Man who aimed gun at St. Louis protesters says he feared they’d kill his wife and pets
A man in St. Louis who was captured on video with his wife pointing guns at protesters is speaking out after the incident.
On Sunday, roughly 300 protesters marched to Mayor Lydia Krewson’s home, demanding her resignation after she read the names of people who protested for police reform on a Facebook Live stream on Friday.
As they passed on Portland Place, a private street near Krewson’s home, Mark and Patricia McCloskey were caught on video standing outside their home pointing guns at protesters.
Mark McCloskey, seen in the video holding an assault-style rifle, has done several interviews since the video spread across social media on Sunday evening and said they were “in fear for our lives,” KMOV reported.
“It was like the storming of the Bastille, the gate came down and a large crowd of angry, aggressive people poured through,” Mark McCloskey told KMOV earlier this week. “I was terrified that we’d be murdered within seconds. Our house would be burned down, our pets would be killed.”
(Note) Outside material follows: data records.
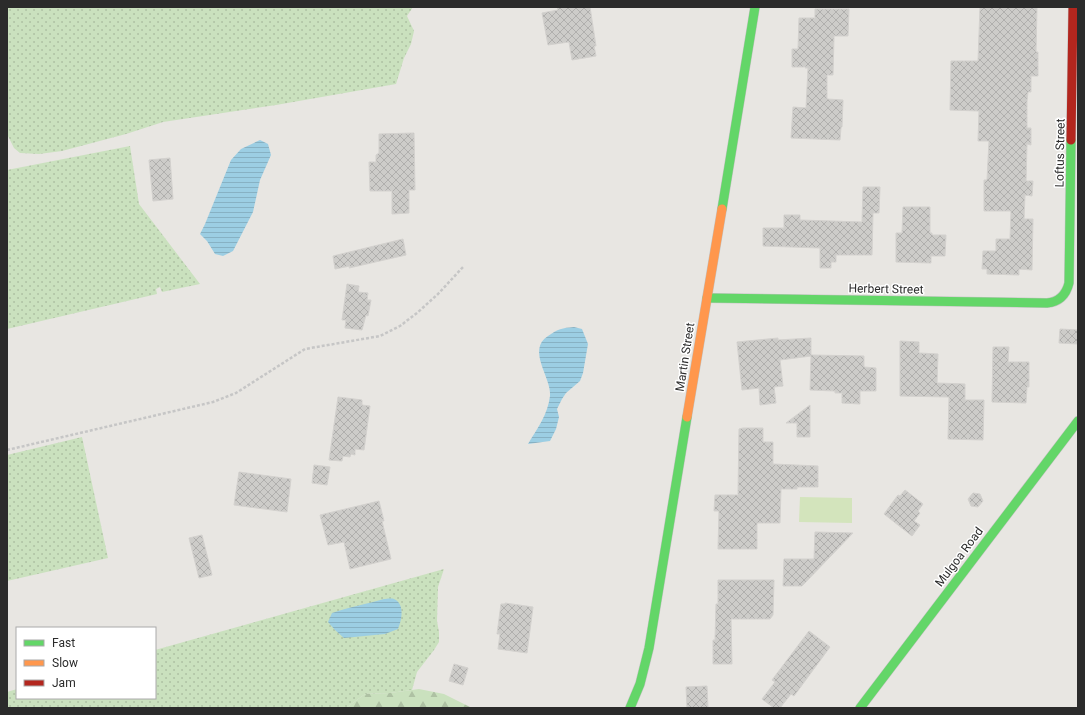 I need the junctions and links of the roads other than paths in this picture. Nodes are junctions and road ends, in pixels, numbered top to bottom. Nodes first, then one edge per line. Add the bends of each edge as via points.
1 (754, 7) edge
2 (1073, 7) edge
3 (1063, 297) joint
4 (707, 298) junction
5 (1078, 421) edge
6 (630, 708) edge
7 (860, 708) edge

1 - 4 street, Martin Street
2 - 3 street, Loftus Street via 1069,283
3 - 4 street, Herbert Street via 1056,302 1047,303
4 - 6 street, Martin Street via 649,648 640,684
5 - 7 street, Mulgoa Road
He told KSDK that he heard commotion nearby and that a gate to the neighborhood had been smashed down as a “horde” of protesters entered, according to the outlet. McCloskey said he initially told protesters that they were on private property and to leave before grabbing a rifle and heading back outside.
“They’re angry, they’re screaming, they’ve got spittle coming out of their mouth, and they’re coming toward the house,” he told Fox News’ Tucker Carlson. “When I saw that mob come through the gate with their rage and their anger, I thought that we would be overrun in a second. By the time I was out there with my rifle, the people were 20 or 30 feet from my front wall.”
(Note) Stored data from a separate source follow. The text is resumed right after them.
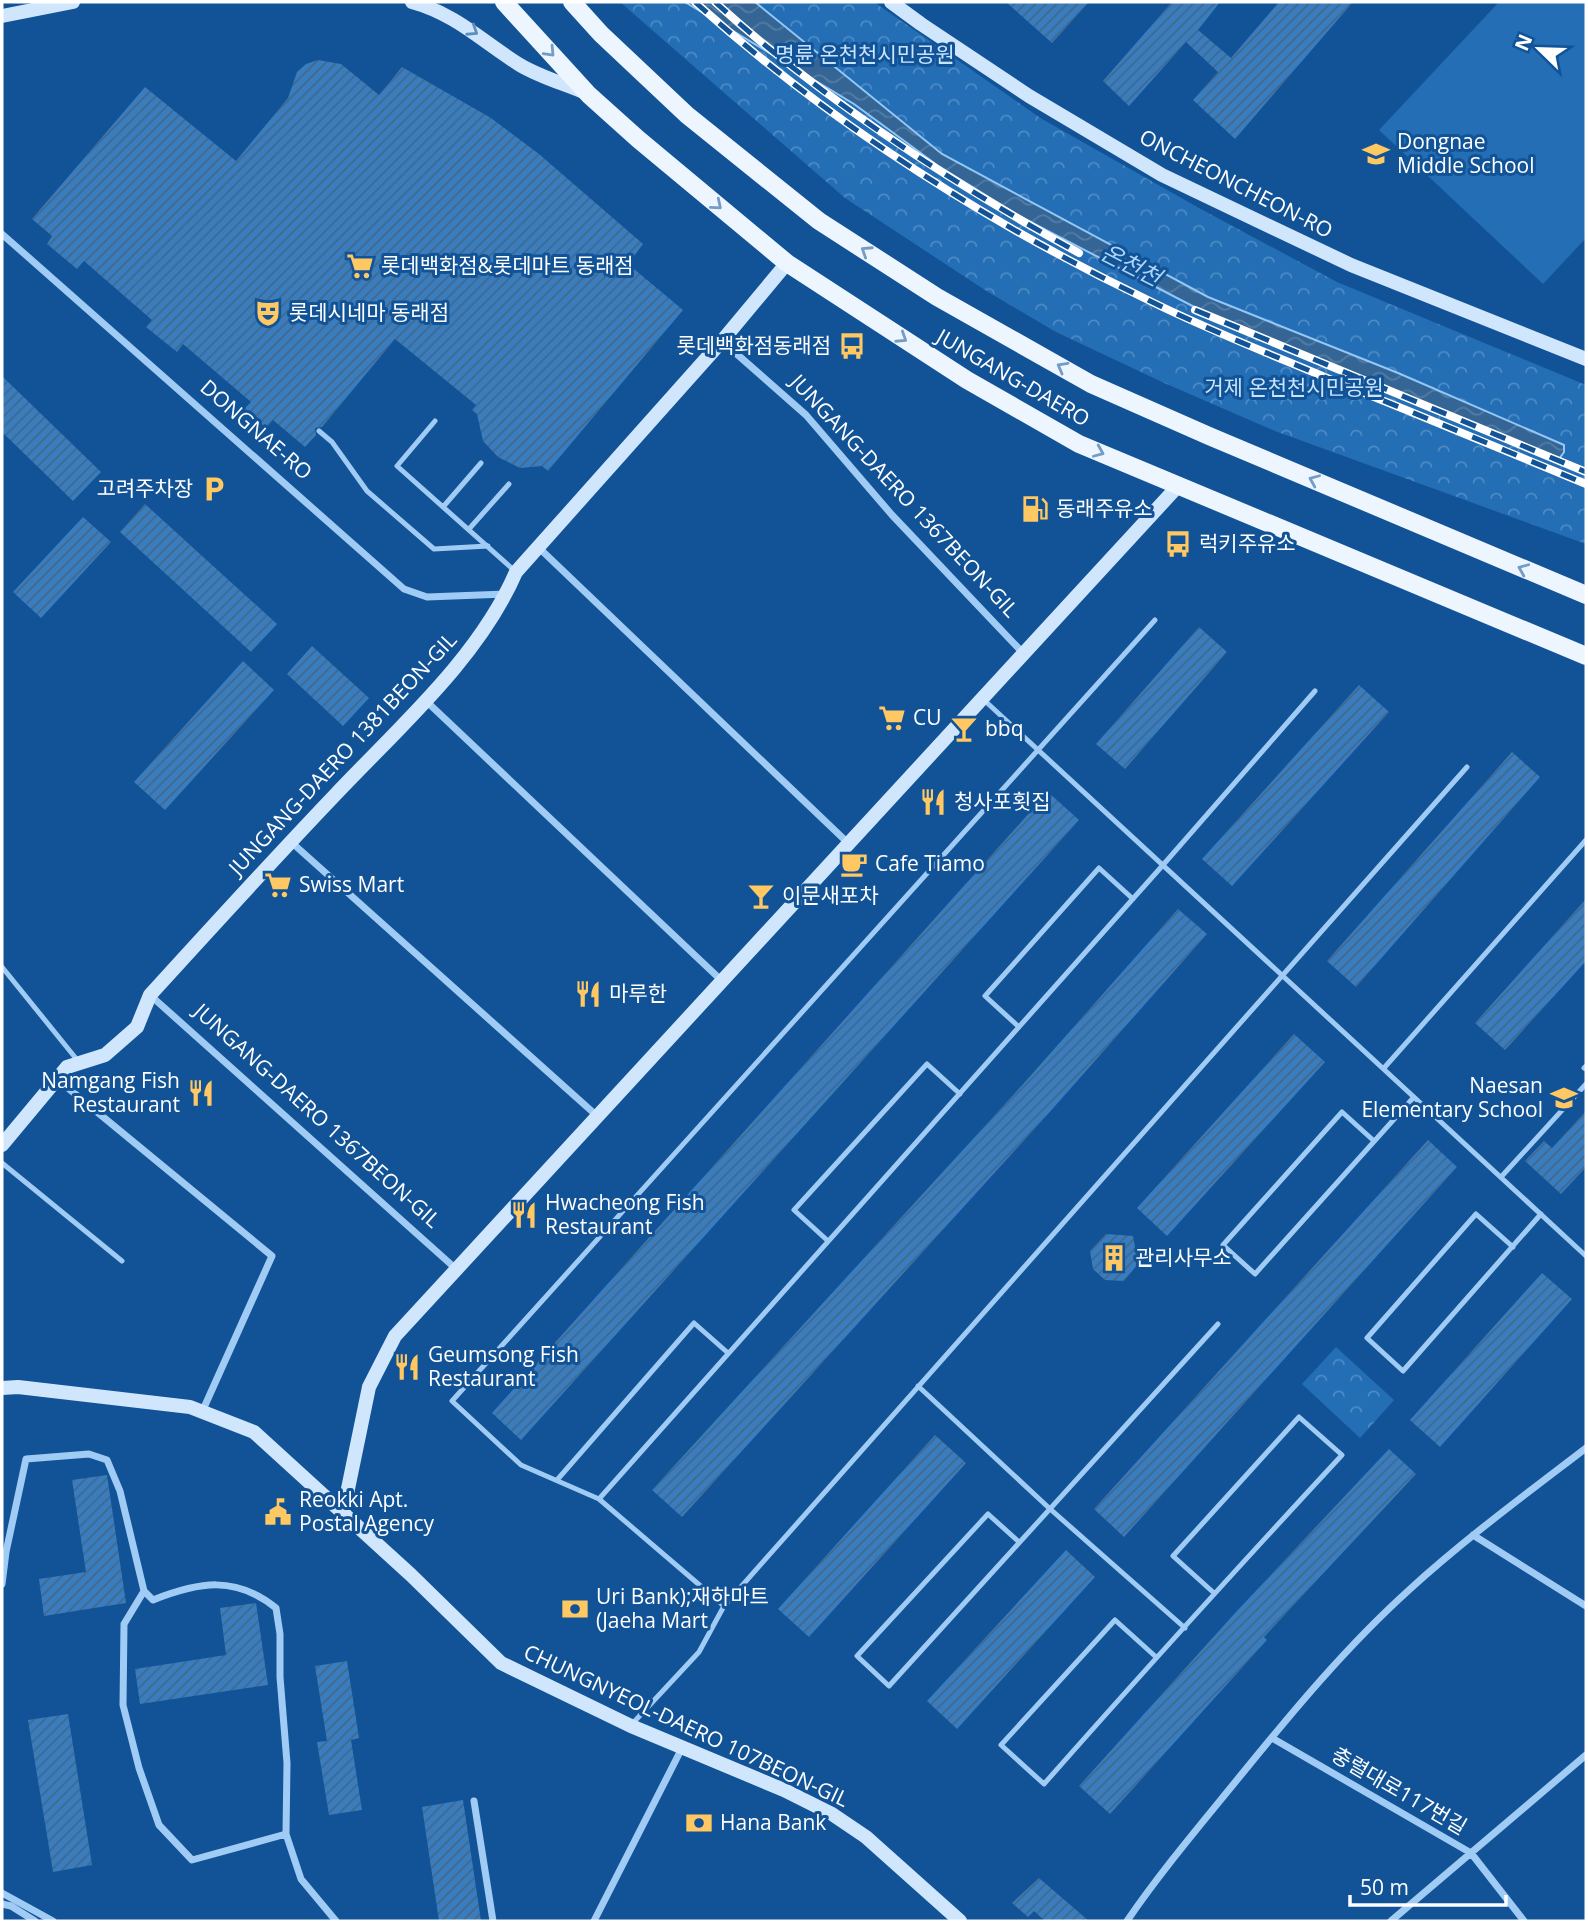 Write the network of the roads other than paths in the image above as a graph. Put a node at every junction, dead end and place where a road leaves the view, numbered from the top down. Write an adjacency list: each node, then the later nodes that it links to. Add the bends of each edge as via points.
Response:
1 (73, 2): 6 (street)
2 (412, 2): 8 (street, one-way to 8, via 436,8 522,66)
3 (504, 2): 8 (main road, JUNGANG-DAERO, one-way to 8)
4 (572, 2): 24 (main road, JUNGANG-DAERO, one-way to 4, via 1091,384 937,297 819,221 707,131)
5 (891, 2): 12 (street, ONCHEONCHEON-RO, via 1029,96 1162,174 1351,265)
6 (49, 4): 7 (street)
7 (2, 16)
8 (589, 95): 10 (main road, JUNGANG-DAERO, one-way to 10)
9 (2, 234): 23 (street, DONGNAE-RO, via 404,589 427,597)
10 (787, 263): 11 (street, JUNGANG-DAERO 1381BEON-GIL); 17 (main road, JUNGANG-DAERO, one-way to 17, via 967,380 1079,444)
11 (722, 341): 21 (street, JUNGANG-DAERO 1381BEON-GIL); 26 (street, JUNGANG-DAERO 1367BEON-GIL, via 806,415 892,515)
12 (1586, 359)
13 (435, 421): 18 (lane, via 397,466)
14 (319, 431): 20 (lane, via 367,491 434,548)
15 (481, 463): 18 (lane)
16 (509, 484): 19 (lane)
17 (1178, 486): 26 (street); 27 (main road, JUNGANG-DAERO)
18 (443, 507): 19 (lane)
19 (469, 529): 20 (lane)
20 (488, 546): 22 (lane)
21 (537, 546): 22 (street, JUNGANG-DAERO 1381BEON-GIL); 35 (street)
22 (516, 572): 23 (street, JUNGANG-DAERO 1381BEON-GIL)
23 (506, 594): 30 (street, JUNGANG-DAERO 1381BEON-GIL, via 474,645)
24 (1586, 595)
25 (1155, 620): 31 (lane)
26 (1023, 653): 29 (street)
27 (1586, 656)
28 (1315, 691): 36 (lane)
29 (982, 698): 31 (lane); 35 (street)
30 (425, 700): 34 (street, JUNGANG-DAERO 1381BEON-GIL); 40 (street)
31 (1039, 751): 36 (lane); 66 (lane, via 452,1401 522,1465)
32 (1467, 766): 39 (lane)
33 (1586, 839): 44 (lane)
34 (290, 841): 41 (street, JUNGANG-DAERO 1381BEON-GIL); 49 (street)
35 (848, 843): 40 (street)
36 (1163, 866): 37 (lane); 39 (lane)
37 (1133, 899): 42 (lane); 42 (lane, via 1099,868 985,996)
38 (2, 967): 43 (lane)
39 (1282, 975): 44 (lane); 62 (lane)
40 (721, 980): 49 (street)
41 (150, 995): 43 (street, JUNGANG-DAERO 1381BEON-GIL, via 137,1027 105,1055); 59 (street, JUNGANG-DAERO 1367BEON-GIL)
42 (1019, 1027): 47 (lane)
43 (80, 1063): 45 (street, JUNGANG-DAERO 1381BEON-GIL, via 67,1067)
44 (1384, 1068): 48 (lane)
45 (57, 1079): 51 (street, JUNGANG-DAERO 1381BEON-GIL); 64 (street, via 272,1256)
46 (1586, 1084): 53 (lane)
47 (960, 1094): 55 (lane); 55 (lane, via 927,1064 794,1210)
48 (1414, 1097): 50 (lane); 53 (lane)
49 (596, 1115): 59 (street)
50 (1374, 1141): 50 (lane, via 1342,1112 1223,1245 1255,1274)
51 (2, 1145)
52 (2, 1163): 58 (lane)
53 (1501, 1177): 54 (lane)
54 (1541, 1214): 56 (lane); 57 (lane)
55 (828, 1241): 61 (lane)
56 (1513, 1247): 56 (lane, via 1476,1214 1367,1338 1403,1371)
57 (1586, 1256)
58 (122, 1261)
59 (455, 1268): 69 (street, via 395,1336 369,1387)
60 (1217, 1324): 68 (lane)
61 (728, 1353): 66 (lane, via 694,1323); 67 (lane)
62 (918, 1386): 68 (lane); 75 (lane)
63 (2, 1388): 64 (street, CHUNGNYEOL-DAERO 107BEON-GIL, via 190,1407)
64 (202, 1412): 69 (street, CHUNGNYEOL-DAERO 107BEON-GIL, via 254,1432)
65 (1586, 1448): 70 (street)
66 (556, 1480): 67 (lane)
67 (599, 1499): 75 (lane)
68 (1049, 1508): 71 (lane); 77 (lane)
69 (343, 1513): 79 (street, CHUNGNYEOL-DAERO 107BEON-GIL, via 501,1662)
70 (1473, 1535): 76 (street); 80 (street, via 1408,1591)
71 (1019, 1542): 71 (lane, via 889,1686 857,1656 988,1514)
72 (2, 1584): 73 (street, via 26,1459 89,1454 107,1460 116,1480)
73 (144, 1591): 84 (street, via 153,1600 213,1583 248,1589 276,1608 287,1763); 84 (street, via 124,1624 123,1705 159,1825 191,1860)
74 (1214, 1593): 74 (lane, via 1173,1556 1299,1417 1342,1455); 77 (lane)
75 (724, 1606): 79 (lane, via 699,1652)
76 (1586, 1606)
77 (1185, 1628): 78 (lane)
78 (1156, 1657): 78 (lane, via 1044,1784 1001,1745 1115,1620)
79 (631, 1726): 81 (street, CHUNGNYEOL-DAERO 107BEON-GIL)
80 (1272, 1738): 85 (street, 충렬대로117번길); 94 (street)
81 (682, 1747): 92 (street); 93 (street, CHUNGNYEOL-DAERO 107BEON-GIL, via 832,1814 866,1837)
82 (1586, 1755): 85 (street)
83 (474, 1801): 91 (street)
84 (286, 1834): 90 (street, via 301,1879)
85 (1471, 1853): 95 (street); 96 (street, 충렬대로117번길)
86 (2, 1893): 89 (street)
87 (2, 1904): 88 (street)
88 (35, 1921)
89 (53, 1921)
90 (336, 1921)
91 (493, 1921)
92 (594, 1921)
93 (960, 1921)
94 (1127, 1921)
95 (1391, 1921)
96 (1524, 1921)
Video circulating on social media shows protesters walking through the gate, which was unbroken at the time, KMOV reported. It’s not clear when the gate was damaged.
Protesters said there was no reason for the couple to come out of their home with guns.
“To be very clear, the gate was open. When we came off Kings Highway, the gate was open,” the Rev. Darryl Gray told KSDK. “As soon as protesters came through the open gate, the man and woman came out of their home. He came out first and was on the balcony.”
After protesters realized the couple were armed, Gray said he used a megaphone to tell protesters to stay off the property and on the sidewalk, noting that people complied, according to KSDK.
He told the outlet that he did not see any protesters with weapons or any protesters step on the McCloskey’s property.
On Tuesday, McCloskey spoke to CNN’s Chris Cuomo. When asked how he felt about becoming “the face of political resistance to the Black Lives Matter movement,” McCloskey said it wasn’t political at all.
“I’m not the face of anything opposing to Black Lives Matters movement,” he told CNN. “I was a person scared for my life who was protecting my wife, my home, my hearth, my livelihood. I was a victim of a mob that came through the gate. I didn’t care what color they were. I didn’t care what their motivation was. I was frightened. I was assaulted and I was in imminent fear that they would run me over, kill me, burn my house.”
He went on to call the incident “social intimidation” and “terrorism,” adding that the only reason protesters did not get up his steps was because he and his wife had weapons. He also said that Mayor Lyda Krewson’s home could not be reached directly from his street and that in his opinion, the group was “going through a private neighborhood with the intention of going through a private neighborhood.”
McCloskey previously told KSDK that some protesters had been armed. “One person pulled out some loaded pistol magazine and clicked them together and said that you were next,” McCloskey said during the interview.
Circuit Attorney Kimberly Gardner, a St. Louis prosecutor, said she is working with police to launch an investigation into the incident, according to USA Today.